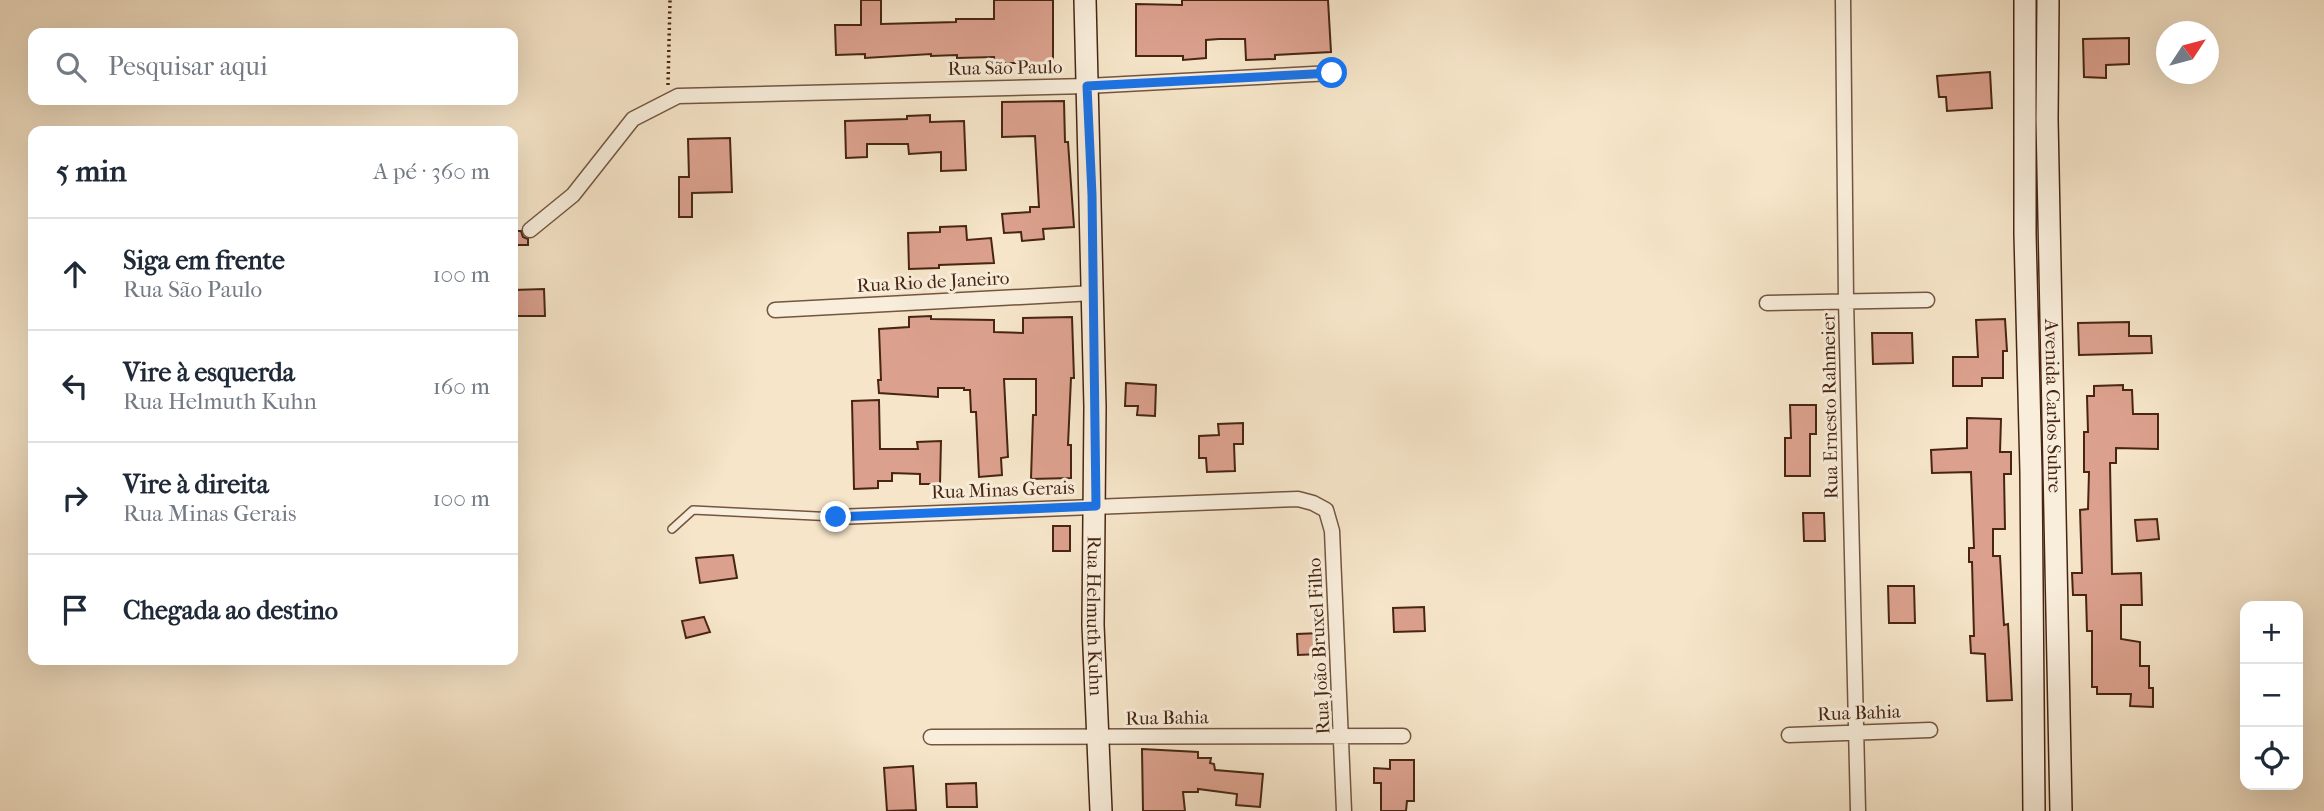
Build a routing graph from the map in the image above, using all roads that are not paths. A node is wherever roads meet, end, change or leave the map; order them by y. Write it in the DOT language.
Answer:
graph roads {
  1 [pos="1085,0"];
  2 [pos="1843,0"];
  3 [pos="2025,0"];
  4 [pos="2048,0"];
  5 [pos="1332,73"];
  6 [pos="1087,86"];
  7 [pos="530,230"];
  8 [pos="1094,293"];
  9 [pos="1846,300"];
  10 [pos="1927,300"];
  11 [pos="1768,303"];
  12 [pos="2052,303"];
  13 [pos="2026,304"];
  14 [pos="775,310"];
  15 [pos="1298,499"];
  16 [pos="1096,506"];
  17 [pos="836,517"];
  18 [pos="672,529"];
  19 [pos="2032,723"];
  20 [pos="2059,724"];
  21 [pos="1930,730"];
  22 [pos="1856,732"];
  23 [pos="1343,735"];
  24 [pos="1789,735"];
  25 [pos="1403,736"];
  26 [pos="931,737"];
  27 [pos="1099,737"];
  28 [pos="1101,811"];
  29 [pos="1345,811"];
  30 [pos="1858,811"];
  31 [pos="2034,811"];
  32 [pos="2061,811"];
  1 -- 6 [label="street, Rua Helmuth Kuhn"];
  2 -- 9 [label="street, Rua Ernesto Rahmeier"];
  3 -- 13 [label="street, Avenida Carlos Suhre"];
  4 -- 12 [label="street, Avenida Carlos Suhre"];
  5 -- 6 [label="street, Rua São Paulo"];
  6 -- 7 [label="street, Rua São Paulo"];
  6 -- 8 [label="street, Rua Helmuth Kuhn"];
  8 -- 14 [label="street, Rua Rio de Janeiro"];
  8 -- 16 [label="street, Rua Helmuth Kuhn"];
  9 -- 10 [label="street"];
  9 -- 11 [label="street"];
  9 -- 22 [label="street, Rua Ernesto Rahmeier"];
  12 -- 13 [label="street"];
  12 -- 20 [label="street, Avenida Carlos Suhre"];
  13 -- 19 [label="street, Avenida Carlos Suhre"];
  15 -- 16 [label="street, Rua Minas Gerais"];
  15 -- 23 [label="street, Rua João Bruxel Filho"];
  16 -- 17 [label="street, Rua Minas Gerais"];
  16 -- 27 [label="street, Rua Helmuth Kuhn"];
  17 -- 18 [label="lane"];
  19 -- 20 [label="street"];
  19 -- 31 [label="street, Avenida Carlos Suhre"];
  20 -- 32 [label="street, Avenida Carlos Suhre"];
  21 -- 22 [label="street, Rua Bahia"];
  22 -- 24 [label="street, Rua Bahia"];
  22 -- 30 [label="street, Rua Ernesto Rahmeier"];
  23 -- 25 [label="street, Rua Bahia"];
  23 -- 27 [label="street, Rua Bahia"];
  23 -- 29 [label="street, Rua João Bruxel Filho"];
  26 -- 27 [label="street, Rua Bahia"];
  27 -- 28 [label="street, Rua Helmuth Kuhn"];
}
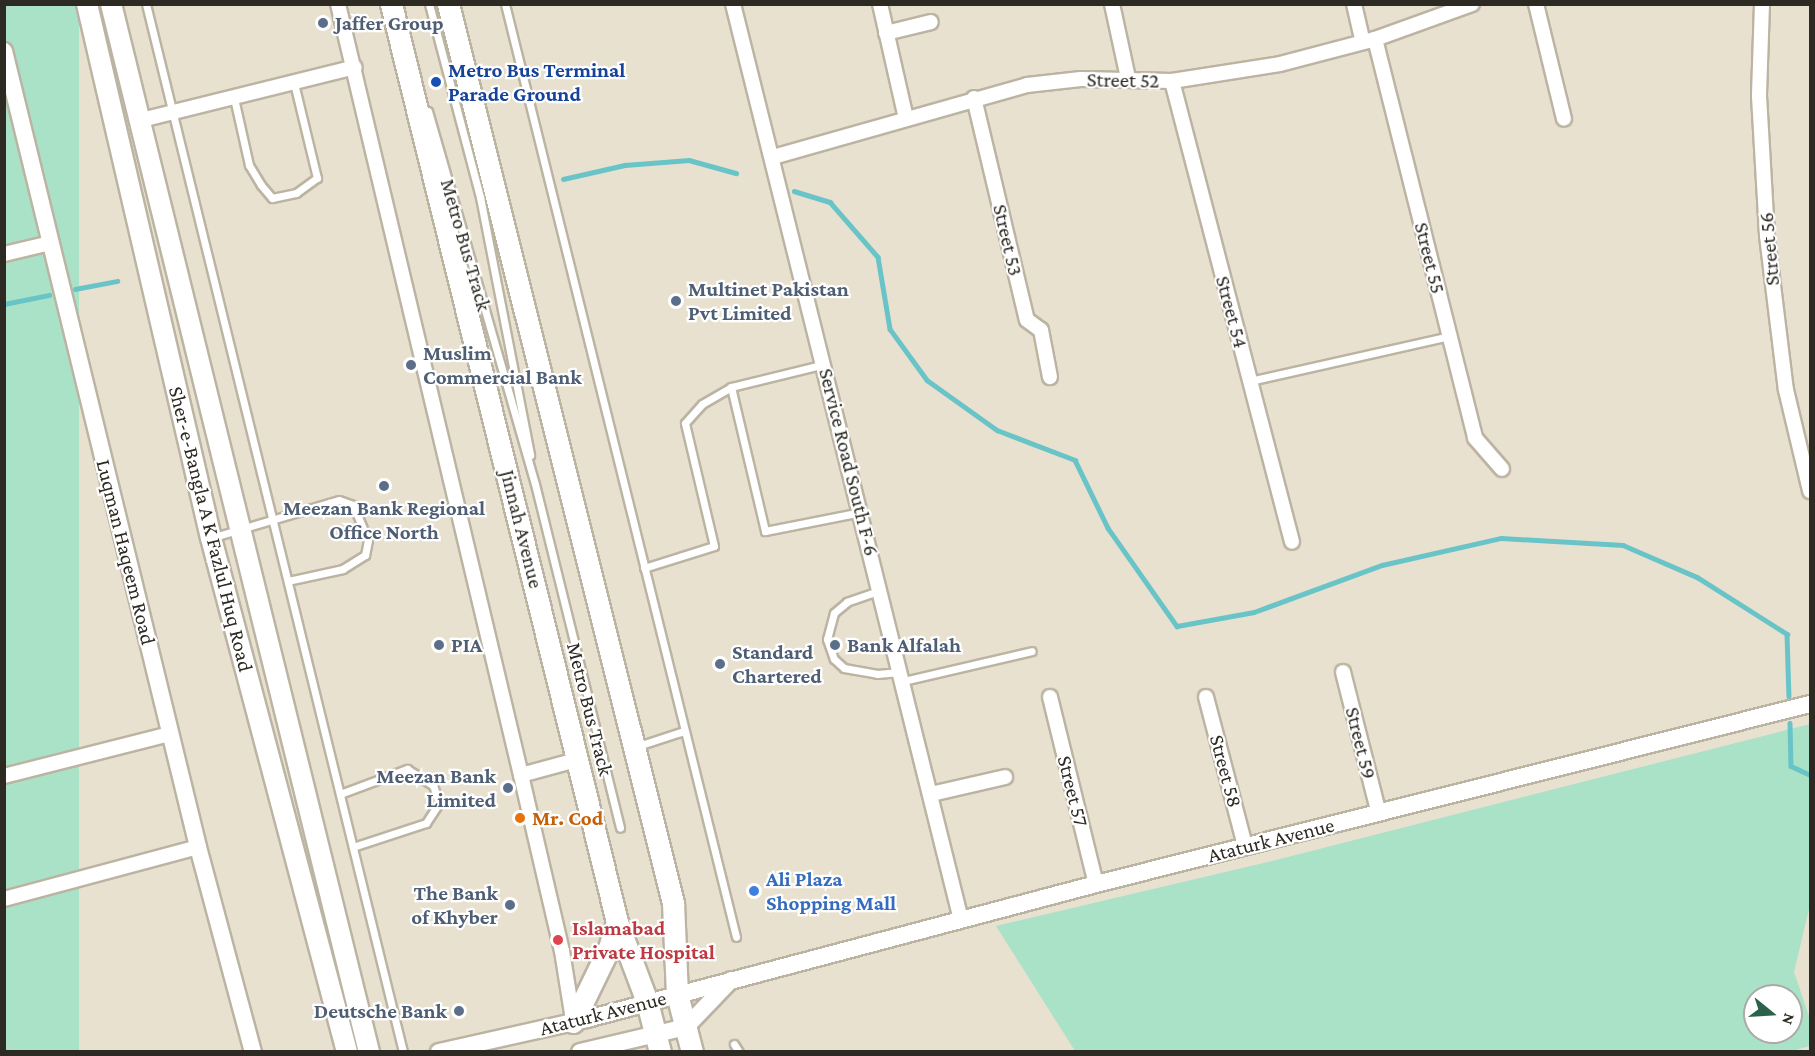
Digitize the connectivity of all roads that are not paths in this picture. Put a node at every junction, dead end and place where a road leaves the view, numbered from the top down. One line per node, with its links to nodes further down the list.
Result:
1 (87, 4): 45 (main road, Sher-e-Bangla A K Fazlul Huq Road)
2 (111, 4): 30 (main road, Sher-e-Bangla A K Fazlul Huq Road)
3 (146, 4): 27 (lane)
4 (338, 4): 21 (street)
5 (390, 4): 59 (main road, Jinnah Avenue)
6 (400, 4): 40 (lane, Metro Bus Track)
7 (429, 4): 40 (lane, Metro Bus Track)
8 (448, 4): 58 (main road)
9 (504, 4): 47 (lane)
10 (733, 4): 31 (street, Service Road South F-6)
11 (880, 4): 18 (street)
12 (1112, 4): 22 (street)
13 (1354, 4): 19 (street, Street 55)
14 (1472, 4): 19 (street, Street 52)
15 (1536, 4): 29 (street)
16 (1762, 4): 41 (street, Street 56)
17 (931, 22): 18 (street)
18 (886, 33): 28 (street)
19 (1369, 40): 23 (street, Street 52); 34 (street, Street 55)
20 (4, 51): 32 (street, Luqman Haqeem Road)
21 (355, 67): 24 (street); 60 (street)
22 (1128, 78): 23 (street, Street 52); 26 (street, Street 52)
23 (1172, 81): 37 (street, Street 54)
24 (294, 83): 25 (street); 25 (lane)
25 (234, 98): 27 (street)
26 (974, 98): 28 (street, Street 52); 36 (street, Street 53)
27 (173, 112): 30 (street); 43 (lane)
28 (906, 118): 31 (street, Street 52)
29 (1564, 119)
30 (141, 120): 44 (main road, Sher-e-Bangla A K Fazlul Huq Road)
31 (773, 157): 35 (street, Service Road South F-6)
32 (50, 243): 33 (street); 57 (street, Luqman Haqeem Road)
33 (4, 254)
34 (1450, 336): 37 (lane); 39 (street, Street 55)
35 (825, 363): 38 (lane); 42 (street, Service Road South F-6)
36 (1050, 376)
37 (1250, 381): 46 (street, Street 54)
38 (731, 387): 42 (lane); 47 (lane)
39 (1502, 469)
40 (535, 484): 66 (lane, Metro Bus Track)
41 (1810, 491)
42 (861, 512): 49 (street, Service Road South F-6)
43 (273, 521): 44 (lane); 48 (lane); 48 (lane)
44 (243, 530): 45 (lane); 84 (main road, Sher-e-Bangla A K Fazlul Huq Road)
45 (211, 538): 83 (main road, Sher-e-Bangla A K Fazlul Huq Road)
46 (1292, 542)
47 (644, 568): 56 (lane)
48 (288, 581): 63 (lane)
49 (881, 590): 52 (street, Service Road South F-6); 52 (lane)
50 (1032, 651): 52 (lane)
51 (1343, 672): 65 (street, Street 59)
52 (902, 677): 64 (street, Service Road South F-6)
53 (1206, 697): 67 (street, Street 58)
54 (1050, 698): 70 (street, Street 57)
55 (1810, 704): 65 (street, Ataturk Avenue)
56 (684, 731): 58 (lane); 74 (lane)
57 (170, 734): 61 (street); 68 (street, Luqman Haqeem Road)
58 (632, 748): 76 (main road)
59 (580, 759): 60 (street); 73 (main road, Jinnah Avenue)
60 (521, 775): 78 (street)
61 (4, 776)
62 (1005, 777): 64 (street)
63 (340, 794): 69 (lane); 69 (lane)
64 (932, 794): 72 (street, Service Road South F-6)
65 (1379, 814): 67 (street, Ataturk Avenue)
66 (620, 828)
67 (1245, 846): 70 (street, Ataturk Avenue)
68 (198, 847): 71 (street); 82 (street, Luqman Haqeem Road)
69 (353, 847): 85 (lane)
70 (1096, 884): 72 (street, Ataturk Avenue)
71 (4, 899)
72 (961, 920): 75 (street, Ataturk Avenue)
73 (617, 922): 77 (main road, Jinnah Avenue); 78 (main road)
74 (736, 937)
75 (732, 980): 76 (street, Ataturk Avenue); 79 (street, Ataturk Avenue)
76 (677, 994): 77 (street, Ataturk Avenue); 79 (main road)
77 (647, 1002): 78 (street, Ataturk Avenue); 80 (main road, Jinnah Avenue)
78 (573, 1022): 86 (street, Ataturk Avenue)
79 (686, 1027): 80 (street, Ataturk Avenue); 88 (main road)
80 (657, 1043): 87 (street, Ataturk Avenue)
81 (734, 1044): 89 (lane)
82 (253, 1052)
83 (347, 1052)
84 (369, 1052)
85 (403, 1052)
86 (439, 1052)
87 (580, 1052)
88 (692, 1052)
89 (739, 1052)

EXERCISE DIRECTIONS -> Output the entries exactly and keep every picture out of them.

RESULT OF THE EXERCISE ->
Build a routing graph from the map in the image above, using all roads that are not paths. A node is wherever roads meet, end, change or leave the map; order them by y. Write it in the DOT language.
Answer:
graph roads {
  1 [pos="1085,0"];
  2 [pos="1843,0"];
  3 [pos="2025,0"];
  4 [pos="2048,0"];
  5 [pos="1332,73"];
  6 [pos="1087,86"];
  7 [pos="530,230"];
  8 [pos="1094,293"];
  9 [pos="1846,300"];
  10 [pos="1927,300"];
  11 [pos="1768,303"];
  12 [pos="2052,303"];
  13 [pos="2026,304"];
  14 [pos="775,310"];
  15 [pos="1298,499"];
  16 [pos="1096,506"];
  17 [pos="836,517"];
  18 [pos="672,529"];
  19 [pos="2032,723"];
  20 [pos="2059,724"];
  21 [pos="1930,730"];
  22 [pos="1856,732"];
  23 [pos="1343,735"];
  24 [pos="1789,735"];
  25 [pos="1403,736"];
  26 [pos="931,737"];
  27 [pos="1099,737"];
  28 [pos="1101,811"];
  29 [pos="1345,811"];
  30 [pos="1858,811"];
  31 [pos="2034,811"];
  32 [pos="2061,811"];
  1 -- 6 [label="street, Rua Helmuth Kuhn"];
  2 -- 9 [label="street, Rua Ernesto Rahmeier"];
  3 -- 13 [label="street, Avenida Carlos Suhre"];
  4 -- 12 [label="street, Avenida Carlos Suhre"];
  5 -- 6 [label="street, Rua São Paulo"];
  6 -- 7 [label="street, Rua São Paulo"];
  6 -- 8 [label="street, Rua Helmuth Kuhn"];
  8 -- 14 [label="street, Rua Rio de Janeiro"];
  8 -- 16 [label="street, Rua Helmuth Kuhn"];
  9 -- 10 [label="street"];
  9 -- 11 [label="street"];
  9 -- 22 [label="street, Rua Ernesto Rahmeier"];
  12 -- 13 [label="street"];
  12 -- 20 [label="street, Avenida Carlos Suhre"];
  13 -- 19 [label="street, Avenida Carlos Suhre"];
  15 -- 16 [label="street, Rua Minas Gerais"];
  15 -- 23 [label="street, Rua João Bruxel Filho"];
  16 -- 17 [label="street, Rua Minas Gerais"];
  16 -- 27 [label="street, Rua Helmuth Kuhn"];
  17 -- 18 [label="lane"];
  19 -- 20 [label="street"];
  19 -- 31 [label="street, Avenida Carlos Suhre"];
  20 -- 32 [label="street, Avenida Carlos Suhre"];
  21 -- 22 [label="street, Rua Bahia"];
  22 -- 24 [label="street, Rua Bahia"];
  22 -- 30 [label="street, Rua Ernesto Rahmeier"];
  23 -- 25 [label="street, Rua Bahia"];
  23 -- 27 [label="street, Rua Bahia"];
  23 -- 29 [label="street, Rua João Bruxel Filho"];
  26 -- 27 [label="street, Rua Bahia"];
  27 -- 28 [label="street, Rua Helmuth Kuhn"];
}
Digitize the connectivity of all roads that are not paths in this picture. Put a node at every junction, dead end and place where a road leaves the view, numbered from the top down. One line per node, with its links to nodes further down the list.
Result:
1 (87, 4): 45 (main road, Sher-e-Bangla A K Fazlul Huq Road)
2 (111, 4): 30 (main road, Sher-e-Bangla A K Fazlul Huq Road)
3 (146, 4): 27 (lane)
4 (338, 4): 21 (street)
5 (390, 4): 59 (main road, Jinnah Avenue)
6 (400, 4): 40 (lane, Metro Bus Track)
7 (429, 4): 40 (lane, Metro Bus Track)
8 (448, 4): 58 (main road)
9 (504, 4): 47 (lane)
10 (733, 4): 31 (street, Service Road South F-6)
11 (880, 4): 18 (street)
12 (1112, 4): 22 (street)
13 (1354, 4): 19 (street, Street 55)
14 (1472, 4): 19 (street, Street 52)
15 (1536, 4): 29 (street)
16 (1762, 4): 41 (street, Street 56)
17 (931, 22): 18 (street)
18 (886, 33): 28 (street)
19 (1369, 40): 23 (street, Street 52); 34 (street, Street 55)
20 (4, 51): 32 (street, Luqman Haqeem Road)
21 (355, 67): 24 (street); 60 (street)
22 (1128, 78): 23 (street, Street 52); 26 (street, Street 52)
23 (1172, 81): 37 (street, Street 54)
24 (294, 83): 25 (street); 25 (lane)
25 (234, 98): 27 (street)
26 (974, 98): 28 (street, Street 52); 36 (street, Street 53)
27 (173, 112): 30 (street); 43 (lane)
28 (906, 118): 31 (street, Street 52)
29 (1564, 119)
30 (141, 120): 44 (main road, Sher-e-Bangla A K Fazlul Huq Road)
31 (773, 157): 35 (street, Service Road South F-6)
32 (50, 243): 33 (street); 57 (street, Luqman Haqeem Road)
33 (4, 254)
34 (1450, 336): 37 (lane); 39 (street, Street 55)
35 (825, 363): 38 (lane); 42 (street, Service Road South F-6)
36 (1050, 376)
37 (1250, 381): 46 (street, Street 54)
38 (731, 387): 42 (lane); 47 (lane)
39 (1502, 469)
40 (535, 484): 66 (lane, Metro Bus Track)
41 (1810, 491)
42 (861, 512): 49 (street, Service Road South F-6)
43 (273, 521): 44 (lane); 48 (lane); 48 (lane)
44 (243, 530): 45 (lane); 84 (main road, Sher-e-Bangla A K Fazlul Huq Road)
45 (211, 538): 83 (main road, Sher-e-Bangla A K Fazlul Huq Road)
46 (1292, 542)
47 (644, 568): 56 (lane)
48 (288, 581): 63 (lane)
49 (881, 590): 52 (street, Service Road South F-6); 52 (lane)
50 (1032, 651): 52 (lane)
51 (1343, 672): 65 (street, Street 59)
52 (902, 677): 64 (street, Service Road South F-6)
53 (1206, 697): 67 (street, Street 58)
54 (1050, 698): 70 (street, Street 57)
55 (1810, 704): 65 (street, Ataturk Avenue)
56 (684, 731): 58 (lane); 74 (lane)
57 (170, 734): 61 (street); 68 (street, Luqman Haqeem Road)
58 (632, 748): 76 (main road)
59 (580, 759): 60 (street); 73 (main road, Jinnah Avenue)
60 (521, 775): 78 (street)
61 (4, 776)
62 (1005, 777): 64 (street)
63 (340, 794): 69 (lane); 69 (lane)
64 (932, 794): 72 (street, Service Road South F-6)
65 (1379, 814): 67 (street, Ataturk Avenue)
66 (620, 828)
67 (1245, 846): 70 (street, Ataturk Avenue)
68 (198, 847): 71 (street); 82 (street, Luqman Haqeem Road)
69 (353, 847): 85 (lane)
70 (1096, 884): 72 (street, Ataturk Avenue)
71 (4, 899)
72 (961, 920): 75 (street, Ataturk Avenue)
73 (617, 922): 77 (main road, Jinnah Avenue); 78 (main road)
74 (736, 937)
75 (732, 980): 76 (street, Ataturk Avenue); 79 (street, Ataturk Avenue)
76 (677, 994): 77 (street, Ataturk Avenue); 79 (main road)
77 (647, 1002): 78 (street, Ataturk Avenue); 80 (main road, Jinnah Avenue)
78 (573, 1022): 86 (street, Ataturk Avenue)
79 (686, 1027): 80 (street, Ataturk Avenue); 88 (main road)
80 (657, 1043): 87 (street, Ataturk Avenue)
81 (734, 1044): 89 (lane)
82 (253, 1052)
83 (347, 1052)
84 (369, 1052)
85 (403, 1052)
86 (439, 1052)
87 (580, 1052)
88 (692, 1052)
89 (739, 1052)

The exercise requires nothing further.